The answer must consist of every line below containing "nodes".

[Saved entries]
===

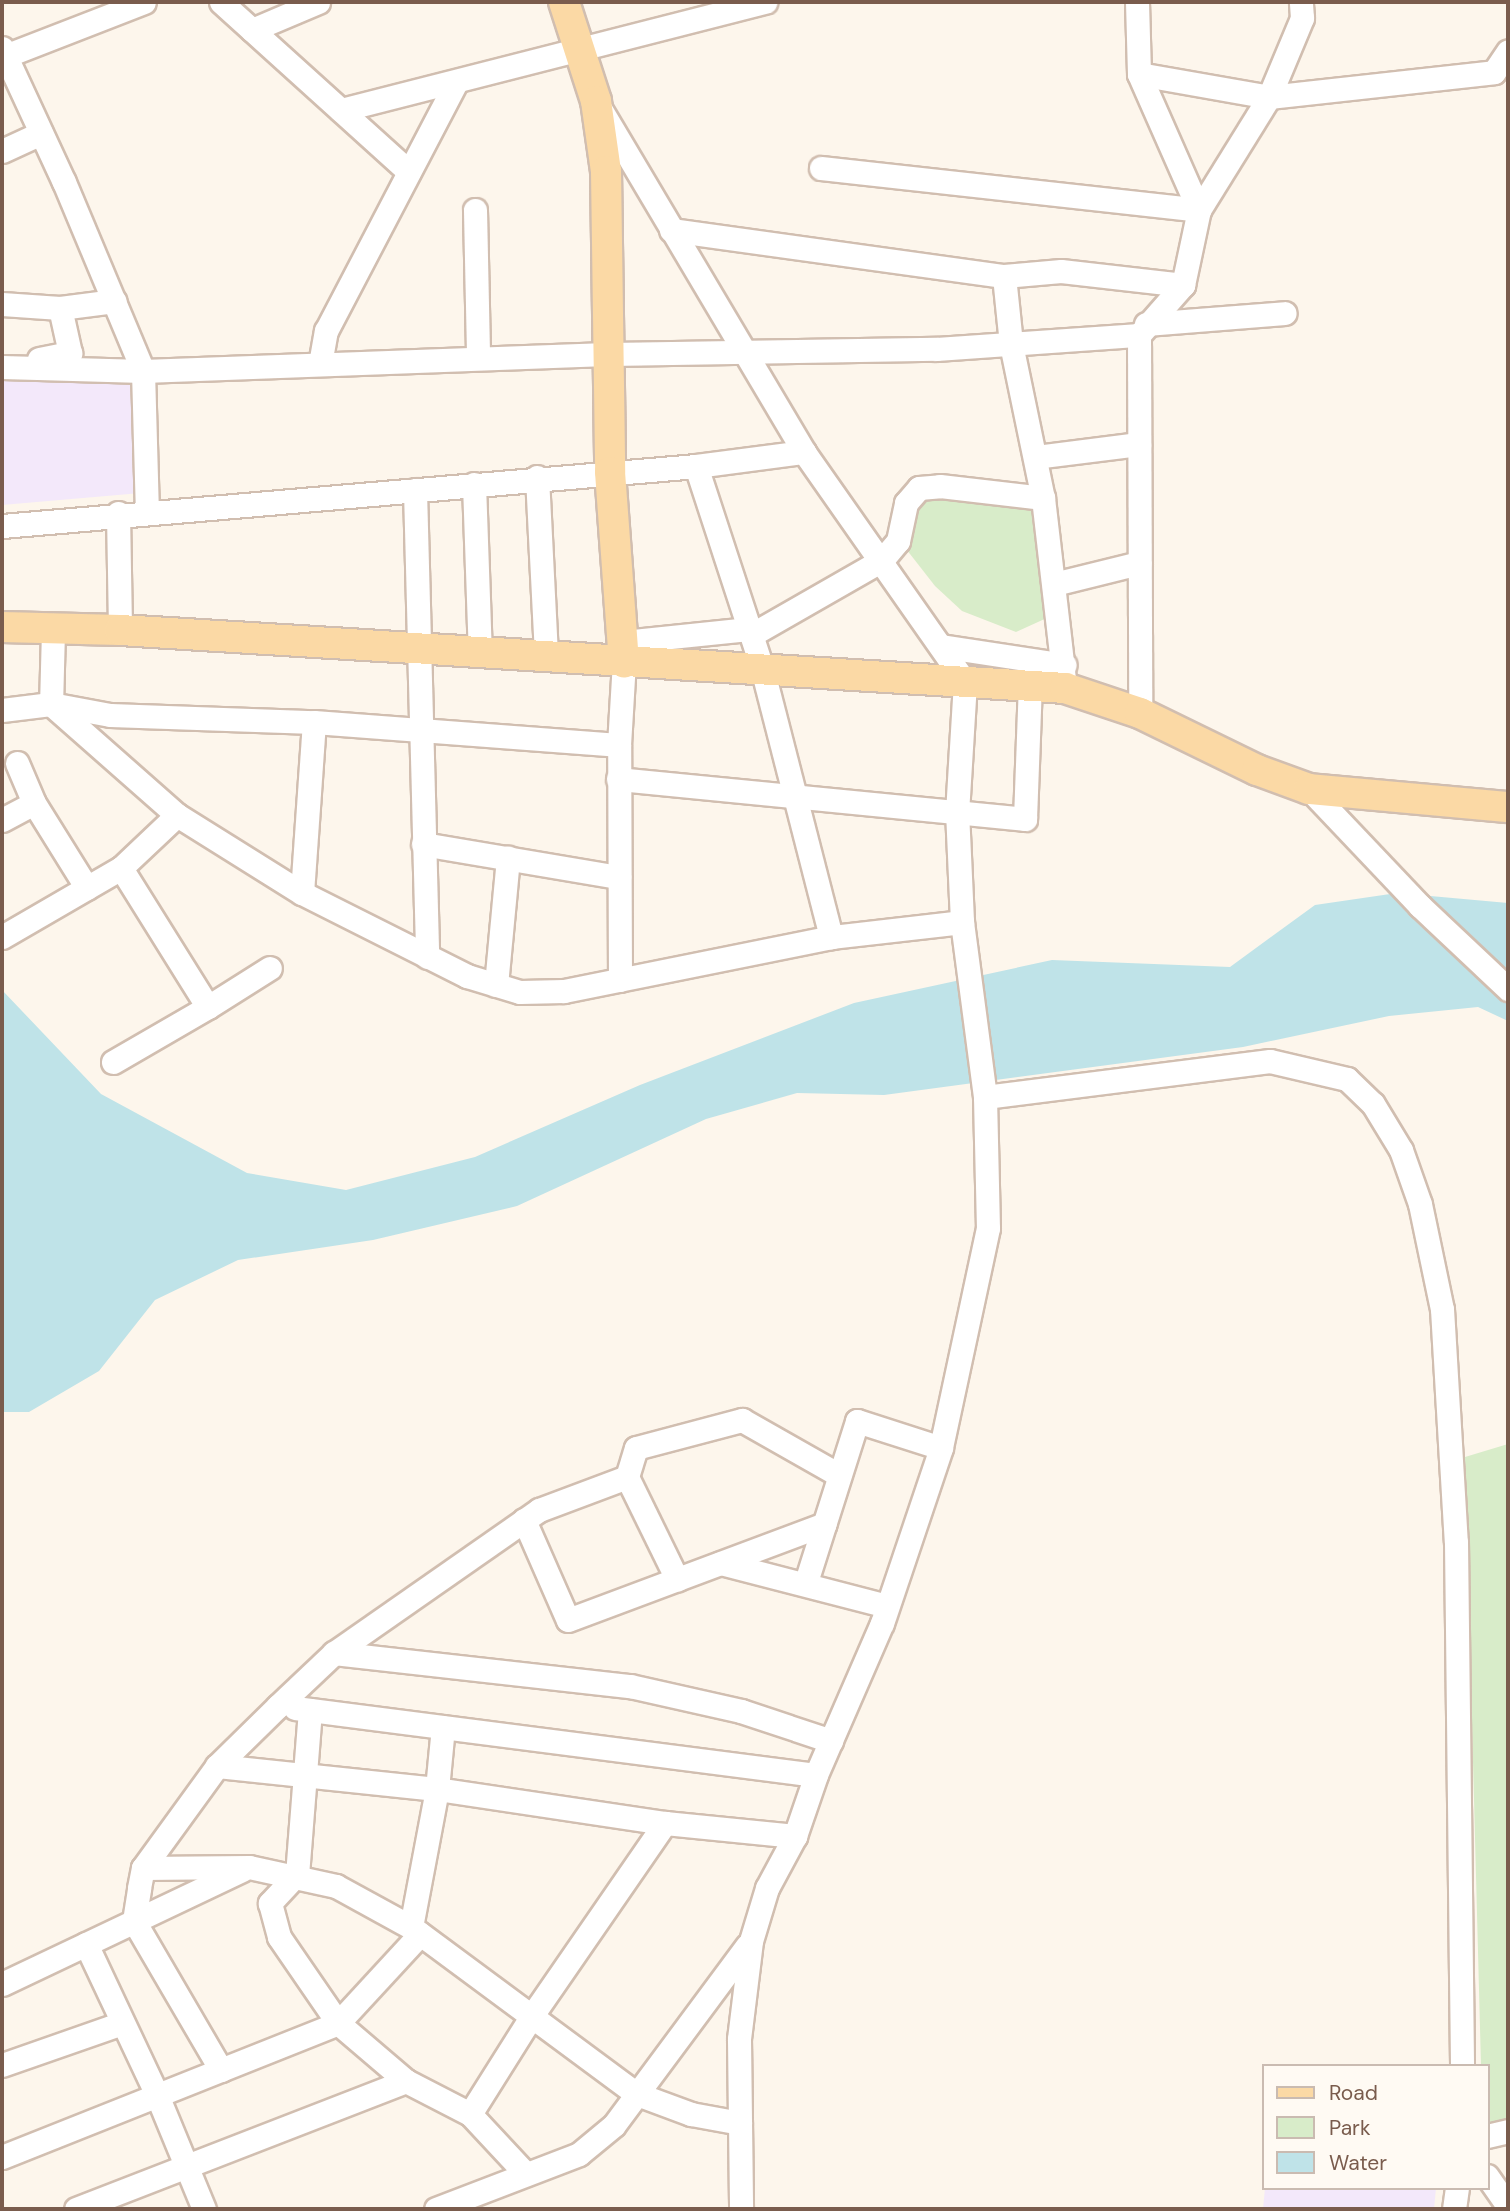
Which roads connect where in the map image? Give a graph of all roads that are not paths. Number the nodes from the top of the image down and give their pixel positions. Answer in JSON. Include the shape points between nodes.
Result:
{"nodes":[{"id":1,"x":144,"y":2,"type":"edge"},
{"id":2,"x":220,"y":2,"type":"edge"},
{"id":3,"x":318,"y":2,"type":"edge"},
{"id":4,"x":564,"y":2,"type":"edge"},
{"id":5,"x":763,"y":2,"type":"edge"},
{"id":6,"x":1138,"y":2,"type":"edge"},
{"id":7,"x":1301,"y":2,"type":"edge"},
{"id":8,"x":683,"y":12,"type":"edge"},
{"id":9,"x":252,"y":30,"type":"junction"},
{"id":10,"x":579,"y":50,"type":"junction"},
{"id":11,"x":1508,"y":51,"type":"edge"},
{"id":12,"x":3,"y":52,"type":"edge"},
{"id":13,"x":1139,"y":74,"type":"junction"},
{"id":14,"x":456,"y":82,"type":"junction"},
{"id":15,"x":1269,"y":97,"type":"junction"},
{"id":16,"x":596,"y":101,"type":"junction"},
{"id":17,"x":341,"y":110,"type":"junction"},
{"id":18,"x":41,"y":133,"type":"junction"},
{"id":19,"x":2,"y":151,"type":"edge"},
{"id":20,"x":821,"y":168,"type":"dead end"},
{"id":21,"x":409,"y":172,"type":"junction"},
{"id":22,"x":475,"y":210,"type":"dead end"},
{"id":23,"x":1199,"y":210,"type":"junction"},
{"id":24,"x":671,"y":230,"type":"junction"},
{"id":25,"x":1004,"y":276,"type":"junction"},
{"id":26,"x":1183,"y":285,"type":"junction"},
{"id":27,"x":115,"y":301,"type":"junction"},
{"id":28,"x":2,"y":304,"type":"edge"},
{"id":29,"x":60,"y":308,"type":"junction"},
{"id":30,"x":1285,"y":313,"type":"dead end"},
{"id":31,"x":1143,"y":329,"type":"junction"},
{"id":32,"x":1011,"y":344,"type":"junction"},
{"id":33,"x":746,"y":352,"type":"junction"},
{"id":34,"x":607,"y":354,"type":"junction"},
{"id":35,"x":478,"y":358,"type":"junction"},
{"id":36,"x":320,"y":364,"type":"junction"},
{"id":37,"x":2,"y":366,"type":"edge"},
{"id":38,"x":143,"y":371,"type":"junction"},
{"id":39,"x":1139,"y":444,"type":"junction"},
{"id":40,"x":804,"y":452,"type":"junction"},
{"id":41,"x":1036,"y":457,"type":"junction"},
{"id":42,"x":696,"y":466,"type":"junction"},
{"id":43,"x":610,"y":472,"type":"junction"},
{"id":44,"x":537,"y":477,"type":"junction"},
{"id":45,"x":474,"y":484,"type":"junction"},
{"id":46,"x":415,"y":490,"type":"junction"},
{"id":47,"x":1043,"y":498,"type":"junction"},
{"id":48,"x":146,"y":511,"type":"junction"},
{"id":49,"x":118,"y":513,"type":"junction"},
{"id":50,"x":2,"y":526,"type":"edge"},
{"id":51,"x":882,"y":560,"type":"junction"},
{"id":52,"x":1139,"y":563,"type":"junction"},
{"id":53,"x":1054,"y":584,"type":"junction"},
{"id":54,"x":2,"y":627,"type":"edge"},
{"id":55,"x":53,"y":630,"type":"junction"},
{"id":56,"x":120,"y":630,"type":"junction"},
{"id":57,"x":750,"y":632,"type":"junction"},
{"id":58,"x":941,"y":646,"type":"junction"},
{"id":59,"x":417,"y":651,"type":"junction"},
{"id":60,"x":624,"y":652,"type":"junction"},
{"id":61,"x":480,"y":653,"type":"junction"},
{"id":62,"x":546,"y":657,"type":"junction"},
{"id":63,"x":762,"y":668,"type":"junction"},
{"id":64,"x":1065,"y":677,"type":"junction"},
{"id":65,"x":965,"y":682,"type":"junction"},
{"id":66,"x":1030,"y":684,"type":"junction"},
{"id":67,"x":51,"y":704,"type":"junction"},
{"id":68,"x":2,"y":710,"type":"edge"},
{"id":69,"x":1139,"y":713,"type":"junction"},
{"id":70,"x":314,"y":722,"type":"junction"},
{"id":71,"x":419,"y":729,"type":"junction"},
{"id":72,"x":619,"y":745,"type":"junction"},
{"id":73,"x":17,"y":763,"type":"dead end"},
{"id":74,"x":618,"y":779,"type":"junction"},
{"id":75,"x":1309,"y":789,"type":"junction"},
{"id":76,"x":794,"y":797,"type":"junction"},
{"id":77,"x":34,"y":803,"type":"junction"},
{"id":78,"x":1508,"y":807,"type":"edge"},
{"id":79,"x":957,"y":811,"type":"junction"},
{"id":80,"x":177,"y":815,"type":"junction"},
{"id":81,"x":2,"y":820,"type":"edge"},
{"id":82,"x":423,"y":844,"type":"junction"},
{"id":83,"x":508,"y":858,"type":"junction"},
{"id":84,"x":121,"y":869,"type":"junction"},
{"id":85,"x":619,"y":877,"type":"junction"},
{"id":86,"x":87,"y":888,"type":"junction"},
{"id":87,"x":302,"y":894,"type":"junction"},
{"id":88,"x":962,"y":922,"type":"junction"},
{"id":89,"x":2,"y":937,"type":"edge"},
{"id":90,"x":831,"y":937,"type":"junction"},
{"id":91,"x":427,"y":957,"type":"junction"},
{"id":92,"x":270,"y":968,"type":"dead end"},
{"id":93,"x":620,"y":980,"type":"junction"},
{"id":94,"x":496,"y":985,"type":"junction"},
{"id":95,"x":1508,"y":989,"type":"edge"},
{"id":96,"x":208,"y":1007,"type":"junction"},
{"id":97,"x":113,"y":1062,"type":"dead end"},
{"id":98,"x":984,"y":1091,"type":"junction"},
{"id":99,"x":941,"y":1448,"type":"junction"},
{"id":100,"x":839,"y":1475,"type":"junction"},
{"id":101,"x":627,"y":1477,"type":"junction"},
{"id":102,"x":524,"y":1520,"type":"junction"},
{"id":103,"x":825,"y":1524,"type":"junction"},
{"id":104,"x":721,"y":1563,"type":"junction"},
{"id":105,"x":677,"y":1580,"type":"junction"},
{"id":106,"x":807,"y":1582,"type":"junction"},
{"id":107,"x":887,"y":1606,"type":"junction"},
{"id":108,"x":334,"y":1653,"type":"junction"},
{"id":109,"x":278,"y":1706,"type":"junction"},
{"id":110,"x":310,"y":1710,"type":"junction"},
{"id":111,"x":443,"y":1727,"type":"junction"},
{"id":112,"x":831,"y":1741,"type":"junction"},
{"id":113,"x":217,"y":1766,"type":"junction"},
{"id":114,"x":304,"y":1775,"type":"junction"},
{"id":115,"x":816,"y":1775,"type":"junction"},
{"id":116,"x":437,"y":1789,"type":"junction"},
{"id":117,"x":665,"y":1824,"type":"junction"},
{"id":118,"x":796,"y":1836,"type":"junction"},
{"id":119,"x":249,"y":1867,"type":"junction"},
{"id":120,"x":143,"y":1868,"type":"junction"},
{"id":121,"x":298,"y":1874,"type":"junction"},
{"id":122,"x":134,"y":1921,"type":"junction"},
{"id":123,"x":416,"y":1931,"type":"junction"},
{"id":124,"x":751,"y":1941,"type":"junction"},
{"id":125,"x":86,"y":1944,"type":"junction"},
{"id":126,"x":2,"y":1984,"type":"edge"},
{"id":127,"x":531,"y":2017,"type":"junction"},
{"id":128,"x":122,"y":2023,"type":"junction"},
{"id":129,"x":338,"y":2024,"type":"junction"},
{"id":130,"x":1462,"y":2064,"type":"edge"},
{"id":131,"x":2,"y":2065,"type":"edge"},
{"id":132,"x":221,"y":2070,"type":"junction"},
{"id":133,"x":406,"y":2081,"type":"junction"},
{"id":134,"x":637,"y":2094,"type":"junction"},
{"id":135,"x":157,"y":2095,"type":"junction"},
{"id":136,"x":470,"y":2114,"type":"junction"},
{"id":137,"x":740,"y":2123,"type":"junction"},
{"id":138,"x":1508,"y":2131,"type":"edge"},
{"id":139,"x":1489,"y":2136,"type":"edge"},
{"id":140,"x":2,"y":2157,"type":"edge"},
{"id":141,"x":187,"y":2167,"type":"junction"},
{"id":142,"x":526,"y":2174,"type":"junction"},
{"id":143,"x":1489,"y":2179,"type":"edge"},
{"id":144,"x":1457,"y":2190,"type":"edge"},
{"id":145,"x":1508,"y":2206,"type":"edge"},
{"id":146,"x":76,"y":2209,"type":"edge"},
{"id":147,"x":204,"y":2209,"type":"edge"},
{"id":148,"x":436,"y":2209,"type":"edge"},
{"id":149,"x":741,"y":2209,"type":"edge"},
{"id":150,"x":1454,"y":2209,"type":"edge"}],
"edges":[{"from":1,"to":12,"type":"street"},
{"from":2,"to":9,"type":"street"},
{"from":3,"to":9,"type":"street"},
{"from":4,"to":10,"type":"main road"},
{"from":5,"to":8,"type":"street"},
{"from":6,"to":13,"type":"street"},
{"from":7,"to":15,"type":"street","via":[[1302,18]]},
{"from":8,"to":10,"type":"street"},
{"from":9,"to":17,"type":"street"},
{"from":10,"to":14,"type":"street"},
{"from":10,"to":16,"type":"main road"},
{"from":11,"to":15,"type":"street","via":[[1494,72]]},
{"from":12,"to":18,"type":"street"},
{"from":13,"to":15,"type":"street"},
{"from":13,"to":23,"type":"street"},
{"from":14,"to":17,"type":"street"},
{"from":14,"to":21,"type":"street"},
{"from":15,"to":23,"type":"street"},
{"from":16,"to":24,"type":"street"},
{"from":16,"to":34,"type":"main road","via":[[606,171]]},
{"from":17,"to":21,"type":"street"},
{"from":18,"to":19,"type":"street"},
{"from":18,"to":27,"type":"street"},
{"from":20,"to":23,"type":"street"},
{"from":21,"to":36,"type":"street","via":[[326,331]]},
{"from":22,"to":35,"type":"street"},
{"from":23,"to":26,"type":"street"},
{"from":24,"to":25,"type":"street"},
{"from":24,"to":33,"type":"street"},
{"from":25,"to":26,"type":"street","via":[[1061,271]]},
{"from":25,"to":32,"type":"street"},
{"from":26,"to":31,"type":"street"},
{"from":27,"to":29,"type":"street"},
{"from":27,"to":38,"type":"street"},
{"from":28,"to":29,"type":"street"},
{"from":29,"to":37,"type":"street","via":[[70,354]]},
{"from":30,"to":31,"type":"street"},
{"from":31,"to":32,"type":"street"},
{"from":31,"to":39,"type":"street"},
{"from":32,"to":33,"type":"street"},
{"from":32,"to":41,"type":"street"},
{"from":33,"to":34,"type":"street"},
{"from":33,"to":40,"type":"street"},
{"from":34,"to":35,"type":"street"},
{"from":34,"to":43,"type":"main road"},
{"from":35,"to":36,"type":"street"},
{"from":36,"to":38,"type":"street"},
{"from":37,"to":38,"type":"street"},
{"from":38,"to":48,"type":"street"},
{"from":39,"to":41,"type":"street"},
{"from":39,"to":52,"type":"street"},
{"from":40,"to":42,"type":"street"},
{"from":40,"to":51,"type":"street"},
{"from":41,"to":47,"type":"street"},
{"from":42,"to":43,"type":"street"},
{"from":42,"to":57,"type":"street"},
{"from":43,"to":44,"type":"street"},
{"from":43,"to":60,"type":"main road"},
{"from":44,"to":45,"type":"street"},
{"from":44,"to":62,"type":"street"},
{"from":45,"to":46,"type":"street"},
{"from":45,"to":61,"type":"street"},
{"from":46,"to":48,"type":"street"},
{"from":46,"to":59,"type":"street"},
{"from":47,"to":51,"type":"street","via":[[940,486],[919,488],[906,503],[898,541]]},
{"from":47,"to":53,"type":"street"},
{"from":48,"to":49,"type":"street"},
{"from":49,"to":50,"type":"street"},
{"from":49,"to":56,"type":"street"},
{"from":51,"to":57,"type":"street"},
{"from":51,"to":58,"type":"street"},
{"from":52,"to":53,"type":"street"},
{"from":52,"to":69,"type":"street"},
{"from":53,"to":64,"type":"street"},
{"from":54,"to":55,"type":"main road"},
{"from":55,"to":56,"type":"main road"},
{"from":55,"to":67,"type":"street"},
{"from":56,"to":59,"type":"main road"},
{"from":57,"to":60,"type":"street"},
{"from":57,"to":63,"type":"street"},
{"from":58,"to":64,"type":"street"},
{"from":58,"to":65,"type":"street"},
{"from":59,"to":61,"type":"main road"},
{"from":59,"to":71,"type":"street"},
{"from":60,"to":62,"type":"main road"},
{"from":60,"to":63,"type":"main road"},
{"from":60,"to":72,"type":"street"},
{"from":61,"to":62,"type":"main road"},
{"from":63,"to":65,"type":"main road"},
{"from":63,"to":76,"type":"street"},
{"from":64,"to":66,"type":"main road"},
{"from":64,"to":69,"type":"main road"},
{"from":65,"to":66,"type":"main road"},
{"from":65,"to":79,"type":"street"},
{"from":66,"to":79,"type":"street","via":[[1025,819]]},
{"from":67,"to":68,"type":"street"},
{"from":67,"to":70,"type":"street","via":[[110,715]]},
{"from":67,"to":80,"type":"street"},
{"from":69,"to":75,"type":"main road","via":[[1257,770]]},
{"from":70,"to":71,"type":"street"},
{"from":70,"to":87,"type":"street"},
{"from":71,"to":72,"type":"street"},
{"from":71,"to":82,"type":"street"},
{"from":72,"to":74,"type":"street"},
{"from":73,"to":77,"type":"street"},
{"from":74,"to":76,"type":"street"},
{"from":74,"to":85,"type":"street"},
{"from":75,"to":78,"type":"main road"},
{"from":75,"to":95,"type":"street","via":[[1420,906]]},
{"from":76,"to":79,"type":"street"},
{"from":76,"to":90,"type":"street"},
{"from":77,"to":81,"type":"street"},
{"from":77,"to":86,"type":"street"},
{"from":79,"to":88,"type":"street"},
{"from":80,"to":84,"type":"street"},
{"from":80,"to":87,"type":"street"},
{"from":82,"to":83,"type":"street"},
{"from":82,"to":91,"type":"street"},
{"from":83,"to":85,"type":"street"},
{"from":83,"to":94,"type":"street"},
{"from":84,"to":86,"type":"street"},
{"from":84,"to":96,"type":"street"},
{"from":85,"to":93,"type":"street"},
{"from":86,"to":89,"type":"street"},
{"from":87,"to":91,"type":"street"},
{"from":88,"to":90,"type":"street"},
{"from":88,"to":98,"type":"street"},
{"from":90,"to":93,"type":"street"},
{"from":91,"to":94,"type":"street"},
{"from":92,"to":96,"type":"street"},
{"from":93,"to":94,"type":"street","via":[[564,991],[520,992]]},
{"from":96,"to":97,"type":"street"},
{"from":98,"to":99,"type":"street","via":[[988,1228]]},
{"from":98,"to":130,"type":"street","via":[[1270,1061],[1347,1079],[1373,1104],[1401,1150],[1420,1204],[1442,1309],[1456,1542]]},
{"from":99,"to":100,"type":"street","via":[[858,1421]]},
{"from":99,"to":107,"type":"street"},
{"from":100,"to":101,"type":"street","via":[[742,1420],[636,1448]]},
{"from":100,"to":103,"type":"street"},
{"from":101,"to":102,"type":"street"},
{"from":101,"to":105,"type":"street"},
{"from":102,"to":105,"type":"street","via":[[568,1620]]},
{"from":102,"to":108,"type":"street"},
{"from":103,"to":104,"type":"street"},
{"from":103,"to":106,"type":"street"},
{"from":104,"to":105,"type":"street"},
{"from":104,"to":106,"type":"street"},
{"from":106,"to":107,"type":"street"},
{"from":107,"to":112,"type":"street"},
{"from":108,"to":109,"type":"street"},
{"from":108,"to":112,"type":"street","via":[[631,1686],[741,1711]]},
{"from":109,"to":110,"type":"street"},
{"from":109,"to":113,"type":"street"},
{"from":110,"to":111,"type":"street"},
{"from":110,"to":114,"type":"street"},
{"from":111,"to":115,"type":"street"},
{"from":111,"to":116,"type":"street"},
{"from":112,"to":115,"type":"street"},
{"from":113,"to":114,"type":"street"},
{"from":113,"to":120,"type":"street"},
{"from":114,"to":116,"type":"street"},
{"from":114,"to":121,"type":"street"},
{"from":115,"to":118,"type":"street"},
{"from":116,"to":117,"type":"street"},
{"from":116,"to":123,"type":"street"},
{"from":117,"to":118,"type":"street"},
{"from":117,"to":127,"type":"street"},
{"from":118,"to":124,"type":"street","via":[[767,1888]]},
{"from":119,"to":120,"type":"street"},
{"from":119,"to":121,"type":"street"},
{"from":119,"to":122,"type":"street"},
{"from":120,"to":122,"type":"street"},
{"from":121,"to":123,"type":"street","via":[[336,1886]]},
{"from":121,"to":129,"type":"street","via":[[270,1903],[279,1937]]},
{"from":122,"to":125,"type":"street"},
{"from":122,"to":132,"type":"street"},
{"from":123,"to":127,"type":"street"},
{"from":123,"to":129,"type":"street"},
{"from":124,"to":134,"type":"street"},
{"from":124,"to":137,"type":"street","via":[[741,1994]]},
{"from":125,"to":126,"type":"street"},
{"from":125,"to":128,"type":"street"},
{"from":127,"to":134,"type":"street"},
{"from":127,"to":136,"type":"street"},
{"from":128,"to":131,"type":"street"},
{"from":128,"to":135,"type":"street"},
{"from":129,"to":132,"type":"street"},
{"from":129,"to":133,"type":"street"},
{"from":132,"to":135,"type":"street"},
{"from":133,"to":136,"type":"street"},
{"from":133,"to":141,"type":"street"},
{"from":134,"to":137,"type":"street","via":[[691,2114]]},
{"from":134,"to":142,"type":"street","via":[[614,2125],[579,2154]]},
{"from":135,"to":140,"type":"street"},
{"from":135,"to":141,"type":"street"},
{"from":136,"to":142,"type":"street"},
{"from":137,"to":149,"type":"street"},
{"from":138,"to":139,"type":"street"},
{"from":141,"to":146,"type":"street"},
{"from":141,"to":147,"type":"street"},
{"from":142,"to":148,"type":"street"},
{"from":143,"to":145,"type":"street"},
{"from":144,"to":150,"type":"street"}]}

===

## Task answer
Which roads connect where in the map image? Give a graph of all roads that are not paths. Number the nodes from the top of the image down and give their pixel positions. Answer in JSON. Include the shape points between nodes.
{"nodes":[{"id":1,"x":144,"y":2,"type":"edge"},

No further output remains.